**WHAT TO DO:**
Among the entries below, copy every line that carries the word "Chemin".

**TASK INPUTS:**
——————

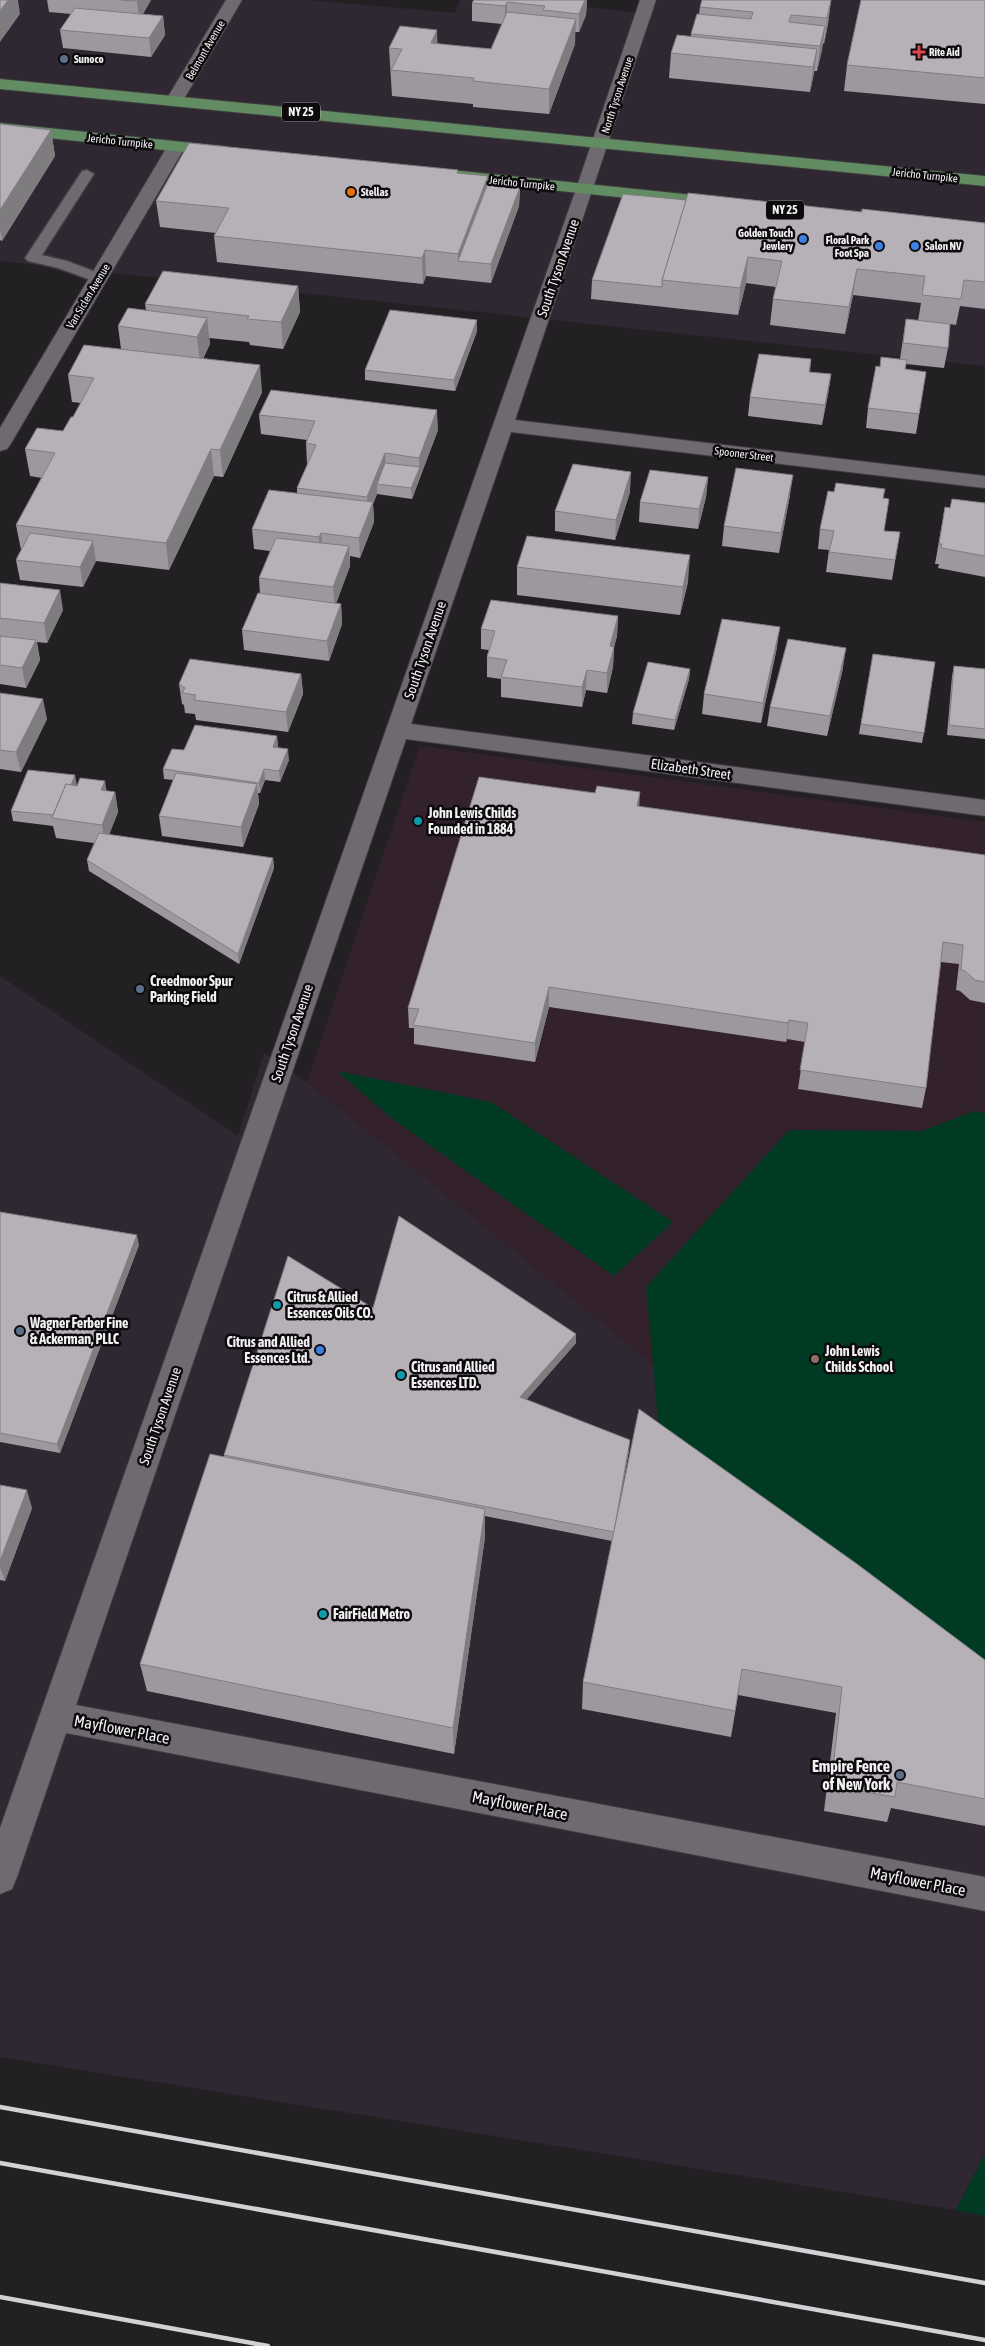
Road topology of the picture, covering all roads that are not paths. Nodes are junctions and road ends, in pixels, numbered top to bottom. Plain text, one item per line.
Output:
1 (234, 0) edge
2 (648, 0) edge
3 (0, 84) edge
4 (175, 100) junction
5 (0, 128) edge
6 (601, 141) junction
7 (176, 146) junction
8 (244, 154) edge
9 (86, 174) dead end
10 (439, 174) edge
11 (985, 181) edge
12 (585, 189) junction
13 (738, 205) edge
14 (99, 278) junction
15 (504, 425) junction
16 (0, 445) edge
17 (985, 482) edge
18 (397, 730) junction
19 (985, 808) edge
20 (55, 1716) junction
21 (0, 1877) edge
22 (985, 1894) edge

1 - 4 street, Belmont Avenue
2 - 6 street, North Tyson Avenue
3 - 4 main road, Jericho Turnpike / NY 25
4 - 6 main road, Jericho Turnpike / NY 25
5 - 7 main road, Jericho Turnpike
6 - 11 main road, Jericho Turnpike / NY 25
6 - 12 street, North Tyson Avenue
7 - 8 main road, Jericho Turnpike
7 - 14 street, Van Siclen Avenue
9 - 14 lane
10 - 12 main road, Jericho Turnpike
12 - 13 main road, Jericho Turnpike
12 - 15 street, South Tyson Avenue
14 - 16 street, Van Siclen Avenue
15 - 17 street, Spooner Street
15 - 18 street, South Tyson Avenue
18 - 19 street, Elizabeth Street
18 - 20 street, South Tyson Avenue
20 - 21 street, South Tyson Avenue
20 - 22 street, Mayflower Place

——————

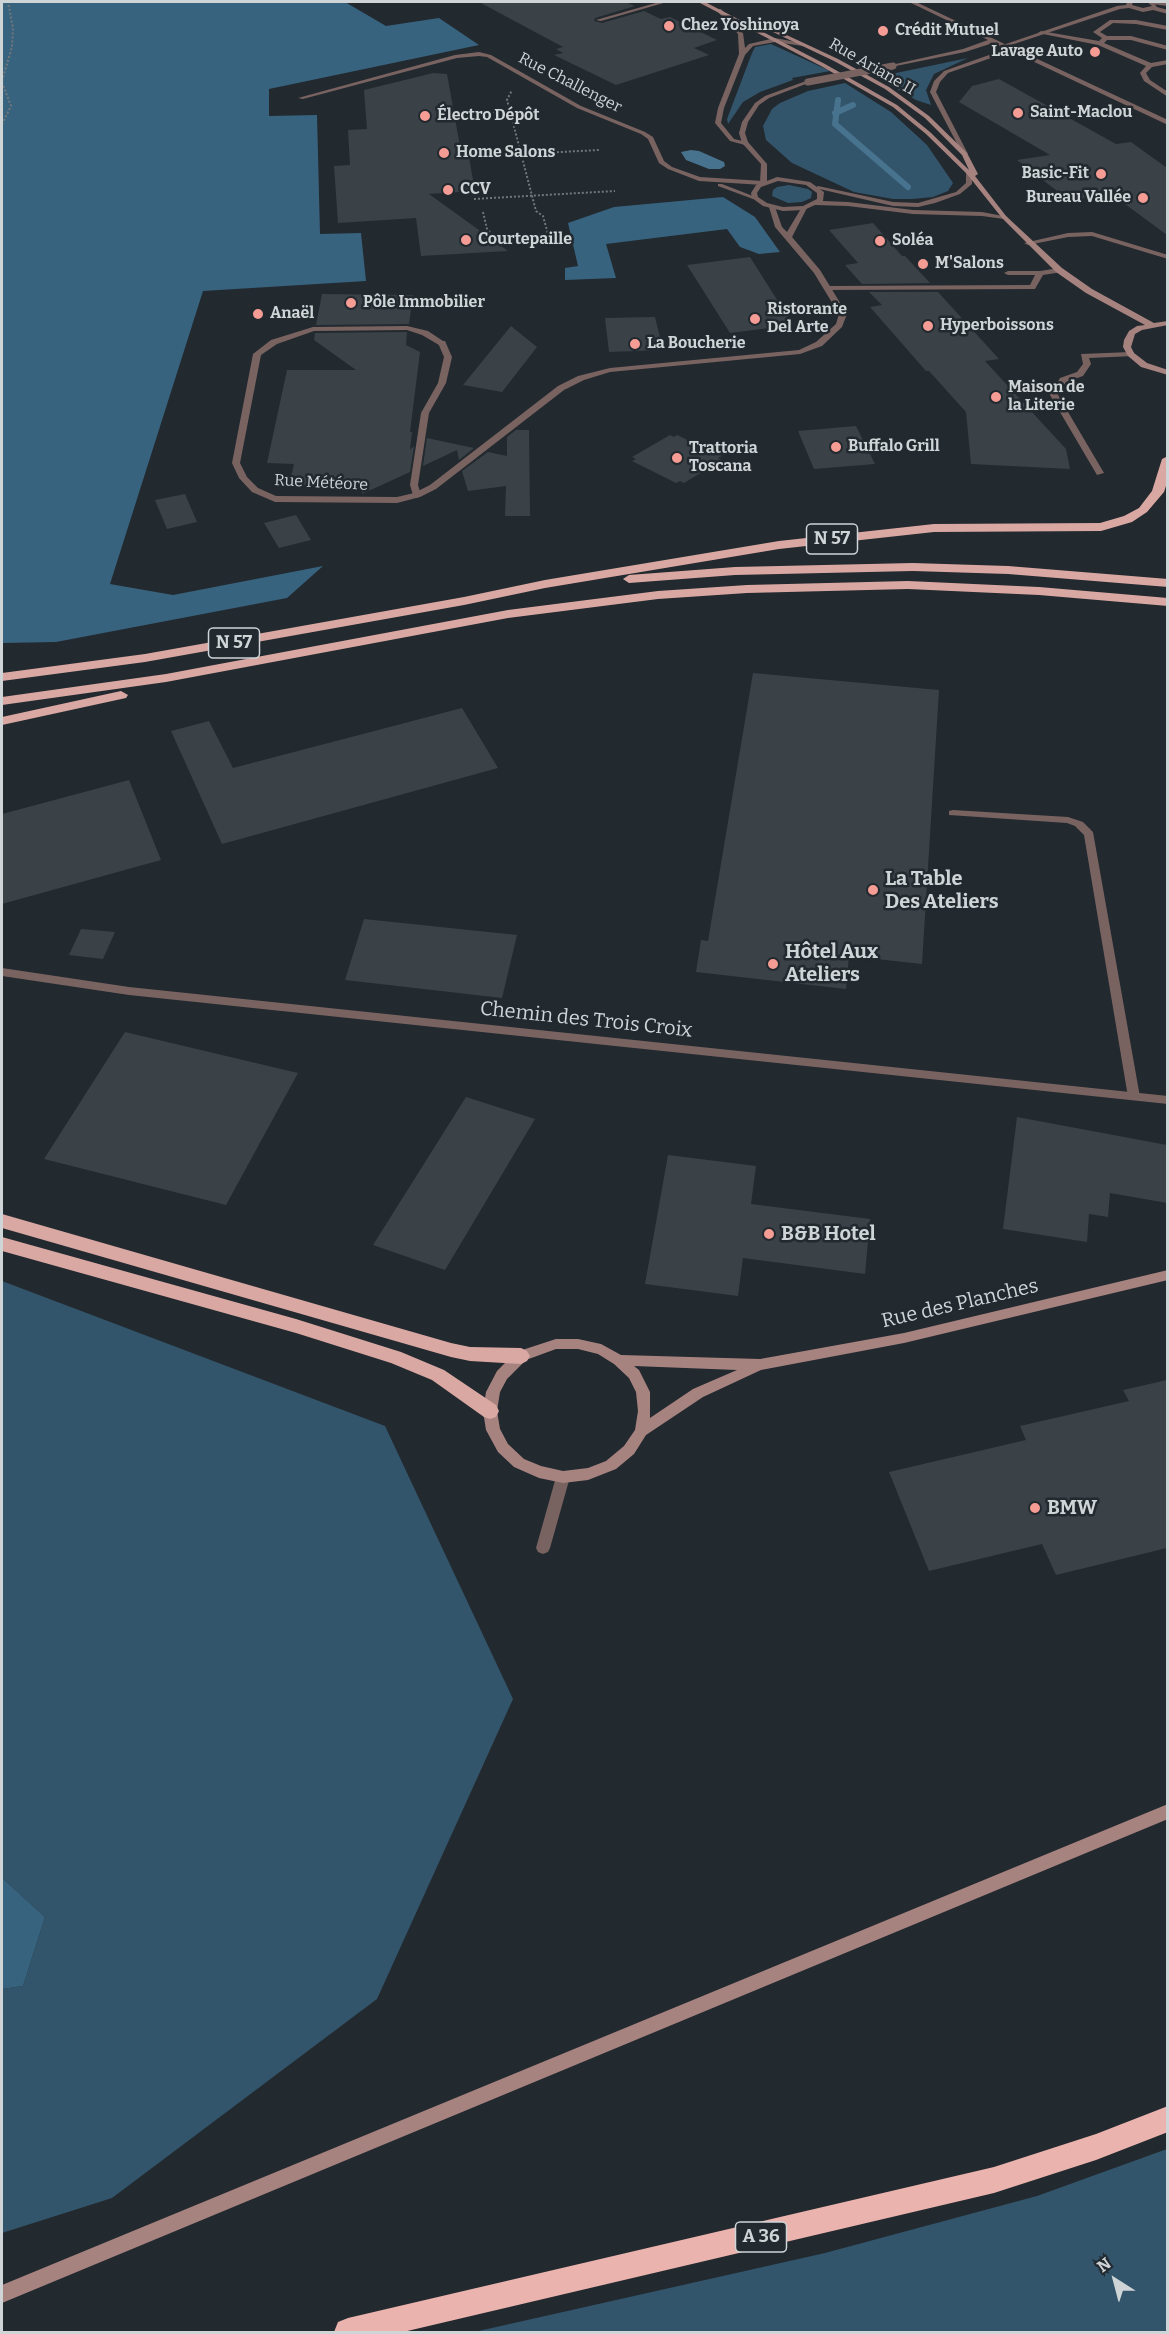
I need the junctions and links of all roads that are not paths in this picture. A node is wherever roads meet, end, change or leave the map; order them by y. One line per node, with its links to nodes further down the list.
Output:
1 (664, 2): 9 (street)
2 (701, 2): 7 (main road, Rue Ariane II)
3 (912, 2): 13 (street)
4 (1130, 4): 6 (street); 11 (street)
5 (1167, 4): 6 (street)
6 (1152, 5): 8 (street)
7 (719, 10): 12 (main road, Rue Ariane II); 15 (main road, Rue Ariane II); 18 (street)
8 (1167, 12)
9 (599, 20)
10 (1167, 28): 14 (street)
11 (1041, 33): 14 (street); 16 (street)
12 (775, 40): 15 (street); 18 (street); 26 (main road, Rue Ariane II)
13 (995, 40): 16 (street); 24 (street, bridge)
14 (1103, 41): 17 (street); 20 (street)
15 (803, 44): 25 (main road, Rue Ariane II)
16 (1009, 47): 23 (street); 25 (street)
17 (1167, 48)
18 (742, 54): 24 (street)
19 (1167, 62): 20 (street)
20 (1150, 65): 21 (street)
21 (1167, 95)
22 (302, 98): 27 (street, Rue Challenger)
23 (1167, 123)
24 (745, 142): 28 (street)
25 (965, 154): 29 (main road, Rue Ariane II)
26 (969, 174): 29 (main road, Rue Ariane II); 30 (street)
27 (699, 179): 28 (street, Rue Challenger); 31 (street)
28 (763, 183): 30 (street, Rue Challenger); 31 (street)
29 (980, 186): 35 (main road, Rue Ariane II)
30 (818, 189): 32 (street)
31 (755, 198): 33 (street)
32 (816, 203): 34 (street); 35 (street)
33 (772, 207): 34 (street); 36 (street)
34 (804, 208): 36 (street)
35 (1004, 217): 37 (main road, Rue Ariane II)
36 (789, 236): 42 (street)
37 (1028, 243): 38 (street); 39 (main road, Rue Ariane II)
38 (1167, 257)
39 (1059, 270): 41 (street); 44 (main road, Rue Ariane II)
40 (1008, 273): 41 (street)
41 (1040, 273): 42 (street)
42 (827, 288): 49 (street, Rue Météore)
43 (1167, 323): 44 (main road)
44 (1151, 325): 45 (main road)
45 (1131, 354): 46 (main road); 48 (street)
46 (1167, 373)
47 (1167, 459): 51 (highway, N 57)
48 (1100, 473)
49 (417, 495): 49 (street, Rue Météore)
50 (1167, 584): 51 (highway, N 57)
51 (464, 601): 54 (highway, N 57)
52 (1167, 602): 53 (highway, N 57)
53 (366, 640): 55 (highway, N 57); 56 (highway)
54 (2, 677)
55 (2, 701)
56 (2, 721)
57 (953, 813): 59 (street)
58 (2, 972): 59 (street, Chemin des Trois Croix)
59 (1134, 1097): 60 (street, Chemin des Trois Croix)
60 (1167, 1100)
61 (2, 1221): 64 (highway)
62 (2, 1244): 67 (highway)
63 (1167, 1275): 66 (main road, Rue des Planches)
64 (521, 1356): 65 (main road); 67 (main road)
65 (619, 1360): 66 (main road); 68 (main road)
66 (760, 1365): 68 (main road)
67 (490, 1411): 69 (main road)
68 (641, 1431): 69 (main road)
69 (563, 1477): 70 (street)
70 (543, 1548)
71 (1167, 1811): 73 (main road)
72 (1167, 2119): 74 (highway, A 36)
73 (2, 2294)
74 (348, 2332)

——————

**RESPONSE AREA:**
58 (2, 972): 59 (street, Chemin des Trois Croix)
59 (1134, 1097): 60 (street, Chemin des Trois Croix)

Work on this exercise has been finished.